See: https://github.com/nyukat/breast_cancer_classifier/blob/master/LICENSE
"""

import sys
import os
import random

import argparse

from src.heatmaps.run_producer import produce_heatmaps
from src.heatmaps.run_producer import load_model

print(sys.version, sys.platform, sys.executable)
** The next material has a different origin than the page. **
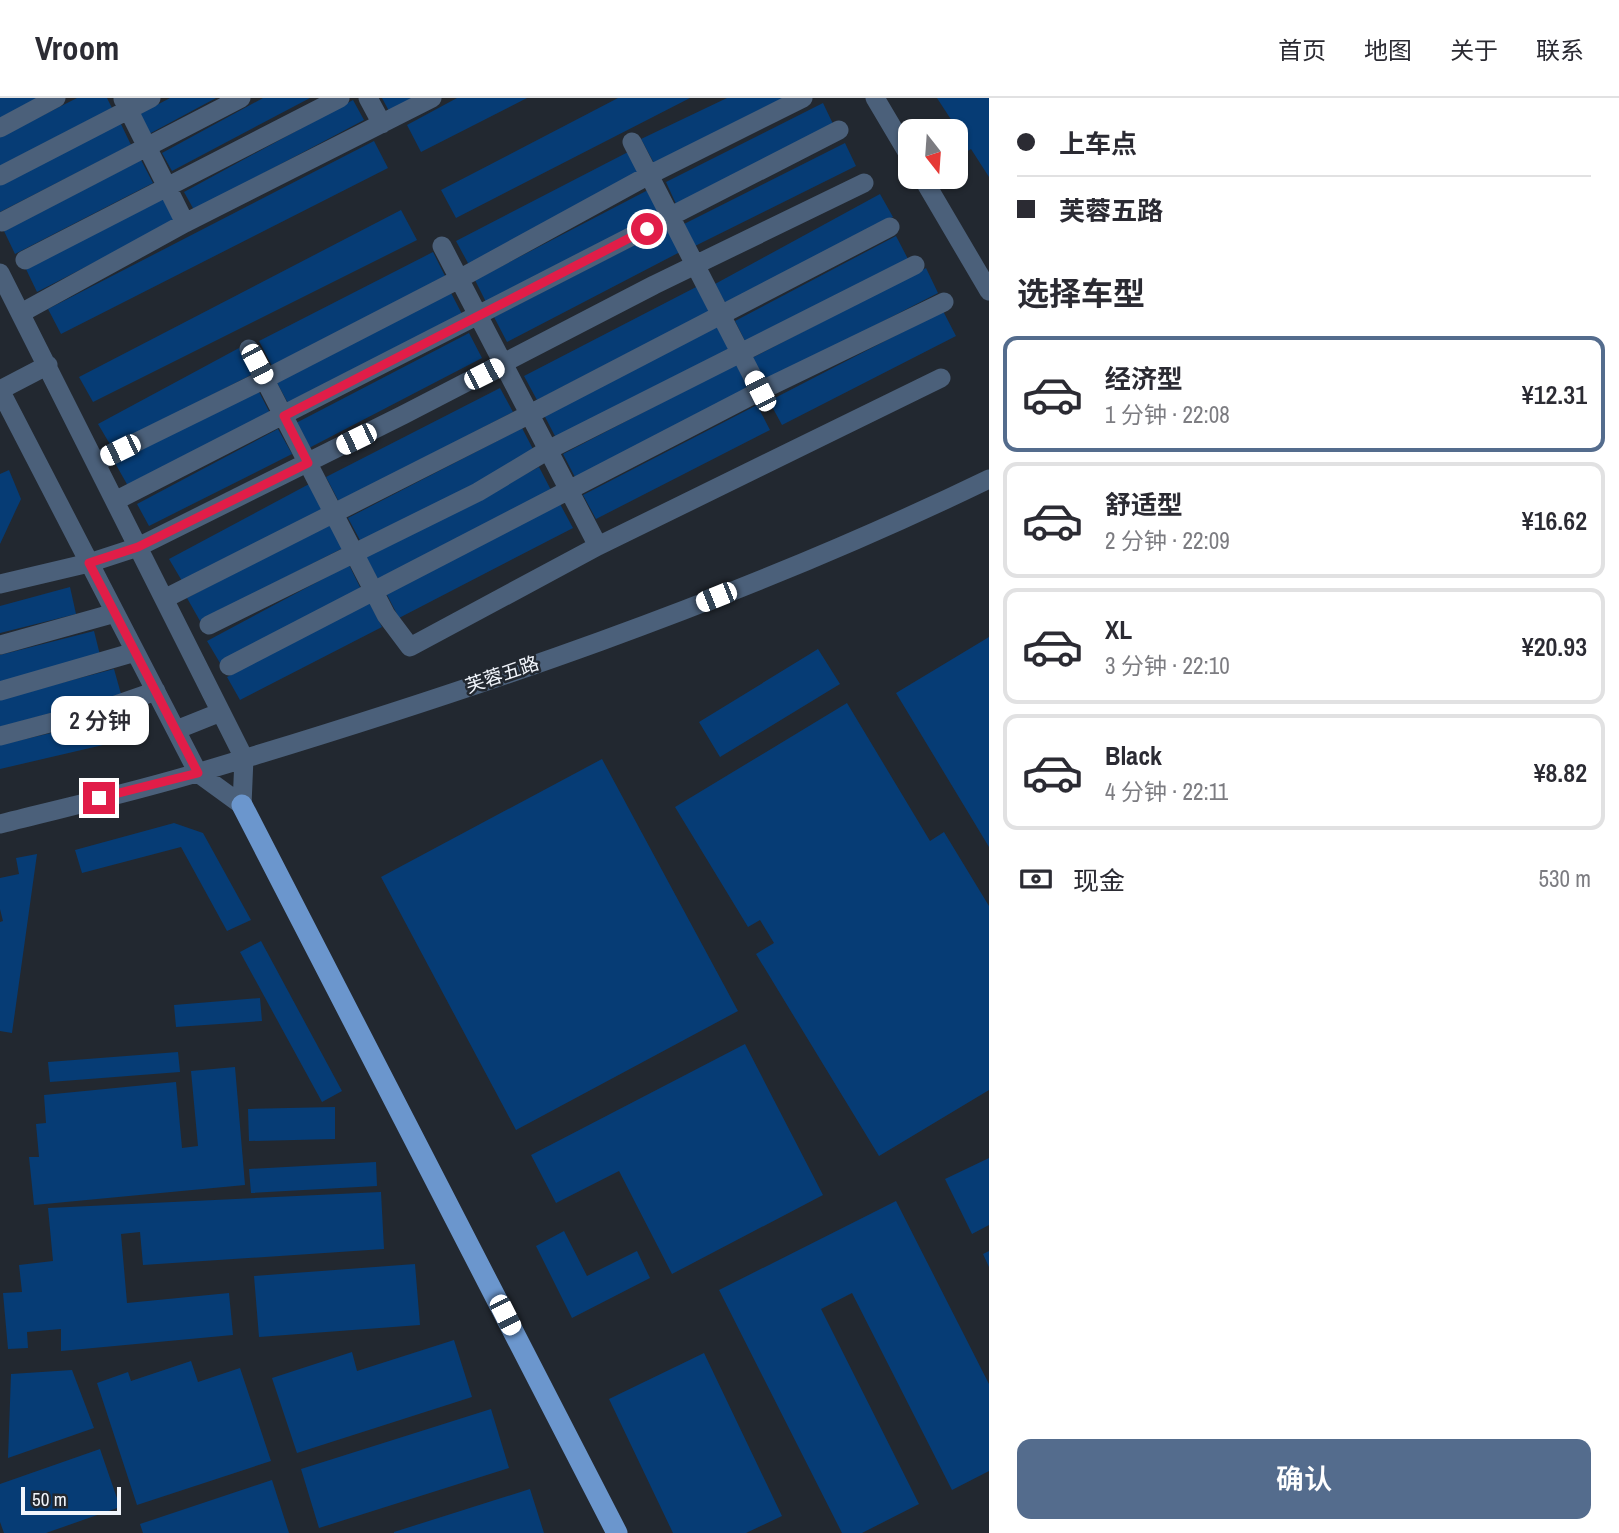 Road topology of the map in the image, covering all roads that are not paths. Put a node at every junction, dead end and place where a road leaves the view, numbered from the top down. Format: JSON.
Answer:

if __name__ == "__main__":
    parser = argparse.ArgumentParser(description='Generate heatmaps')
    parser.add_argument('--exam-list-path', default='sample_output/exam_list.pkl')
    parser.add_argument('--image-path', default='sample_output/cropped_images')
    parser.add_argument('--output-heatmap-path', default='sample_output/heatmaps')
    parser.add_argument('--model-path', default='models/sample_patch_model.p')
    parser.add_argument('--batch-size', default=100, type=int)
    parser.add_argument('--use-hdf5', choices=[False, True], default=False)
    parser.add_argument('--device-type', choices=['gpu', 'cpu'], default='gpu')
    parser.add_argument('--gpu-number', type=int, default=0)
    parser.add_argument('--seed', default=0, type=int)
    args = parser.parse_args()

    # Set the seed
    random.seed(args.seed)

    params = dict(
        device_type=args.device_type,
        gpu_number=args.gpu_number,
        patch_size=256,
        stride_fixed=70,
        more_patches=5,
        minibatch_size=args.batch_size,
        seed=args.seed,
        initial_parameters=args.model_path,
        input_channels=3,
        number_of_classes=4,
        data_file=args.exam_list_path,
        original_image_path=args.image_path,
        save_heatmap_path=[os.path.join(args.output_heatmap_path, 'heatmap_malignant'),
                           os.path.join(args.output_heatmap_path, 'heatmap_benign')],
        heatmap_type=[0, 1],
        use_hdf5=args.use_hdf5  # when using hdf5 format sample inputs
    )

    # Get model
    model, device = load_model(params)

    # Generate heatmaps in the chosen format
    produce_heatmaps(model, device, params)

Antti Isosalo · Answer 3 · Fri May 22 2020 17:04:47 GMT+0800 (China Standard Time)

What might be the possible benefits of using hdf5 format mammogram images as an input to the network? Is it something to consider when fine-tuning the pre-trained models for a different dataset?

Krzysztof J. Geras · Answer 4 · Fri May 29 2020 05:47:44 GMT+0800 (China Standard Time)

It shouldn't matter which format you use as long as you correctly replace the part of the code which is loading the images. We chose that format simply because it was the fastest to load when we tested it on our cluster.